## TASK ITEM:
Within the data below, find the string "Loreburn" and return each line where it occurs.

## RECORDS TO USE:
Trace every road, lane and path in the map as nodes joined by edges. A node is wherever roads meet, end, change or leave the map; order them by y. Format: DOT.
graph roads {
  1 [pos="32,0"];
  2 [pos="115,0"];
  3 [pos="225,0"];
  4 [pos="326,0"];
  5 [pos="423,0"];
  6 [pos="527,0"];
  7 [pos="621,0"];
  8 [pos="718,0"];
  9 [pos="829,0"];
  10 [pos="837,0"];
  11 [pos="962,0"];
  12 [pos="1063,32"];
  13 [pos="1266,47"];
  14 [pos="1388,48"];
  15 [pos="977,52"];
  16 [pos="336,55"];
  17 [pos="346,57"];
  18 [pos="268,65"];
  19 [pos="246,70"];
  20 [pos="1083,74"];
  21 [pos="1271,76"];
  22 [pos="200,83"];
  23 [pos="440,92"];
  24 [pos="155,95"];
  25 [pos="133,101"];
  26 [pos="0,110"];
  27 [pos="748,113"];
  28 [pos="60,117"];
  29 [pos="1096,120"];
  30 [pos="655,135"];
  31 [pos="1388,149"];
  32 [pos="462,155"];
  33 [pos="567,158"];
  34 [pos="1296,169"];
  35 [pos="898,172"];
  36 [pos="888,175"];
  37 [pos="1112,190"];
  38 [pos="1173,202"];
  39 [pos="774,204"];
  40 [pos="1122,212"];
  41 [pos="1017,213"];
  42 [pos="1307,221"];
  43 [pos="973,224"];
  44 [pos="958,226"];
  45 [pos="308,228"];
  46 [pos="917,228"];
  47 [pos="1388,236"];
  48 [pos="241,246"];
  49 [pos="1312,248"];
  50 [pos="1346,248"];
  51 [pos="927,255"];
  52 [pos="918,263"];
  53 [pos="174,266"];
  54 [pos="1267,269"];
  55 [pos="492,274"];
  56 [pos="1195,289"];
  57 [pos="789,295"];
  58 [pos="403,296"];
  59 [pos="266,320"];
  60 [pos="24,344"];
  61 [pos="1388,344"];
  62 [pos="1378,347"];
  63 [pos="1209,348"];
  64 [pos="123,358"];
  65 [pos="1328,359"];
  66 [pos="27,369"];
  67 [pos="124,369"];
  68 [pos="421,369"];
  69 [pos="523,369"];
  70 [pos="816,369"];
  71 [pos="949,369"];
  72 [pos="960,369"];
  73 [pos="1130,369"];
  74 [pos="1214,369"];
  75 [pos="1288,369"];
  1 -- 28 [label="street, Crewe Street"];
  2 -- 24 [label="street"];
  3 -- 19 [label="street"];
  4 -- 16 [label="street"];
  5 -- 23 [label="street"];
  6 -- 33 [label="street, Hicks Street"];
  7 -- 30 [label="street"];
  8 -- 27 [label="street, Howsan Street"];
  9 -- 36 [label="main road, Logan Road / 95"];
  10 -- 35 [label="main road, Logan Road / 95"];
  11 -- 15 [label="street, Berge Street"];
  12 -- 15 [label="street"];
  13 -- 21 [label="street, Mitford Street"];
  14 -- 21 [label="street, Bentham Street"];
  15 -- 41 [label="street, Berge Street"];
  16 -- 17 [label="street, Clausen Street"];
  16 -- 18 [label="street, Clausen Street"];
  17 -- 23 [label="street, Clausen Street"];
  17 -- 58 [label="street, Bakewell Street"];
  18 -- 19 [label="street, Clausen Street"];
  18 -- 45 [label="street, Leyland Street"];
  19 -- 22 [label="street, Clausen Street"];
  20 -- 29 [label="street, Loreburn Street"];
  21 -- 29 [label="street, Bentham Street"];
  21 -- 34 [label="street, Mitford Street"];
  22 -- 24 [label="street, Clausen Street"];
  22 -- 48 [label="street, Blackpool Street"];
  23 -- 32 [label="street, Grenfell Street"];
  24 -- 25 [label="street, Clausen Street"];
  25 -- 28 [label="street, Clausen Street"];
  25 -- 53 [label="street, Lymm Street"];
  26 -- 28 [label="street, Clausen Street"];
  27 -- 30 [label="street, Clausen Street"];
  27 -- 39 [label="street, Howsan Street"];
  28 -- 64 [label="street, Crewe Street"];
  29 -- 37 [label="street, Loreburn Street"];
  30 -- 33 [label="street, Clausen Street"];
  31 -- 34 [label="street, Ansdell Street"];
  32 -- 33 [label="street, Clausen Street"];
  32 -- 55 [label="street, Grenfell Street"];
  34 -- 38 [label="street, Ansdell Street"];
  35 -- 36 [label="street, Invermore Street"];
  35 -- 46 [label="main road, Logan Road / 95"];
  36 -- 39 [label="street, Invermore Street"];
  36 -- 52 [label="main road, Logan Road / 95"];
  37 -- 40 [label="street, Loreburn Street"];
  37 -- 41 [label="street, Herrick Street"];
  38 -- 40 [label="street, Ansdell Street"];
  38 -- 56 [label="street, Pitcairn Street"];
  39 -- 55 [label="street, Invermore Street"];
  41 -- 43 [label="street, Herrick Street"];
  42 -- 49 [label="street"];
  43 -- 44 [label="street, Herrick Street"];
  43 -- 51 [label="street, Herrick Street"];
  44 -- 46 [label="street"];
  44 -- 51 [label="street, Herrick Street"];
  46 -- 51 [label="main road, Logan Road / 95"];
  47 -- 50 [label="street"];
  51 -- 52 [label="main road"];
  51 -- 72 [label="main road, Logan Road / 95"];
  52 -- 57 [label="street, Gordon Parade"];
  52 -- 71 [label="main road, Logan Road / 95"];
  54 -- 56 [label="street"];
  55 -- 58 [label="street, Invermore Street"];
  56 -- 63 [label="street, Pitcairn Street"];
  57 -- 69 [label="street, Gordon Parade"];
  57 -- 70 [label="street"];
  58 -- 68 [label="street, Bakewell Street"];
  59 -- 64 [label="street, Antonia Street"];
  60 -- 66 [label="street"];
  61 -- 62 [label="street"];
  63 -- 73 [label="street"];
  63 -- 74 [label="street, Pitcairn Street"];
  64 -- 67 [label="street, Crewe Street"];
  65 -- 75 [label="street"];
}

## ANSWER FOR THE TASK:
  20 -- 29 [label="street, Loreburn Street"];
  29 -- 37 [label="street, Loreburn Street"];
  37 -- 40 [label="street, Loreburn Street"];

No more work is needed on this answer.